The Periodic Table

The Periodic Table

Basic Concepts

  • The Periodic Table is a tool to organise and display the elements based on their chemical properties.
  • The elements in the Periodic Table are arranged in order of increasing atomic number (which is equal to the number of protons in an atom).
  • Each box on the table contains the chemical symbol, atomic number, and relative atomic mass of an element.
  • A ‘Period’ is a horizontal row and a ‘Group’ is a vertical column on the Periodic Table.


  • Elements in the same group have the same number of electrons in their outer energy level.
  • The group number corresponds to the number of valence electrons.
  • Elements in the same group often share similar chemical properties due to the number and arrangement of their valence electrons.

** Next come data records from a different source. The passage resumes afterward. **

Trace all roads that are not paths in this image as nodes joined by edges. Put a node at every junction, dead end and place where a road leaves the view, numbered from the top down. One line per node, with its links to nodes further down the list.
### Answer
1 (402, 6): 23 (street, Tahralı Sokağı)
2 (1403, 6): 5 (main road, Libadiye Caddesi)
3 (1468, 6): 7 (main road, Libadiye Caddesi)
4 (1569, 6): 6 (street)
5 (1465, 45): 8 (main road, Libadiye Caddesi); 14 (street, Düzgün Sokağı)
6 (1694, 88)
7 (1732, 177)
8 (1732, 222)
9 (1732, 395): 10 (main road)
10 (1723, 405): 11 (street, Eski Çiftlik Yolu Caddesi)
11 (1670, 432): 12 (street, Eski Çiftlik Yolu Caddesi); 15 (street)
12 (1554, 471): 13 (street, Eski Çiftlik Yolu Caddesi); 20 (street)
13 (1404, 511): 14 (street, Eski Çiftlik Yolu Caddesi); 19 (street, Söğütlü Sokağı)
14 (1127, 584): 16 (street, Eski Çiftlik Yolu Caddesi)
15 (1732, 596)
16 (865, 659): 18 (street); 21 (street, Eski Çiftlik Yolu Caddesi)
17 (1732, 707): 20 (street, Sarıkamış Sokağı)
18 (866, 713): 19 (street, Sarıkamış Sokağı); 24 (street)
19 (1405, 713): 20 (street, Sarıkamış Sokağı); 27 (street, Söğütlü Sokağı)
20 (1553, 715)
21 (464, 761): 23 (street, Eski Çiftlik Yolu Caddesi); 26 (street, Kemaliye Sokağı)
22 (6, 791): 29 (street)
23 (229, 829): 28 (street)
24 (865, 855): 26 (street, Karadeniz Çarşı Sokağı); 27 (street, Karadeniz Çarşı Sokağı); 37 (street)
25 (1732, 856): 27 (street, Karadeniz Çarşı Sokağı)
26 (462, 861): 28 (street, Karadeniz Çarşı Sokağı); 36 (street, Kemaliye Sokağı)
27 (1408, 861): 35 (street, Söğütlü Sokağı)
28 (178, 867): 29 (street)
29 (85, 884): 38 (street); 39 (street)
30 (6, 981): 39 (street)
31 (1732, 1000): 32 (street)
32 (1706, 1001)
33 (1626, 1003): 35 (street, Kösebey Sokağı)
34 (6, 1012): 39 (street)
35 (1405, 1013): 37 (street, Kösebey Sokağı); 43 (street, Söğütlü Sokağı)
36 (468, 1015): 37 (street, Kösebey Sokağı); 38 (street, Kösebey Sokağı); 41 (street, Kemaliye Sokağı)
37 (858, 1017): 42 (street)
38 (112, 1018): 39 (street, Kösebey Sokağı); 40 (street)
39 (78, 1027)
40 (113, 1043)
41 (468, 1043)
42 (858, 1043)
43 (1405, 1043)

  • Elements are placed in different periods (rows) based on the number of electron shells they have.
  • The period number equals the total number of electron shells that are occupied in an atom of that element.

Types of Elements

  • The Periodic Table divides elements into Metals, Non-metals, and Metalloids (Semiconductors).
  • Metals are good conductors of heat and electricity, are ductile, malleable, and have high melting points.
  • Non-metals are poor conductors of heat and electricity and are not ductile or malleable.
  • Metalloids have properties intermediate between those of metals and non-metals.

Transition Metals and Inner Transition Metals

  • Transition metals are elements in groups 3 to 12 with d orbitals being filled.
  • They have properties different from other metals (e.g., they can have multiple oxidation states, and form coloured compounds).
  • Inner transition metals are in the two rows at the bottom of the Periodic Table, known as the Lanthanide and Actinide series, with f orbitals being filled.

Noble Gases

  • The Noble gases, Group 18, are all unreactive elements, due to having a full outer shell of electrons.
  • This makes them very stable and not prone to form bonds with other atoms.

Remember, a solid understanding of the Periodic Table will aid in grasping more complex chemical reactions and interactions!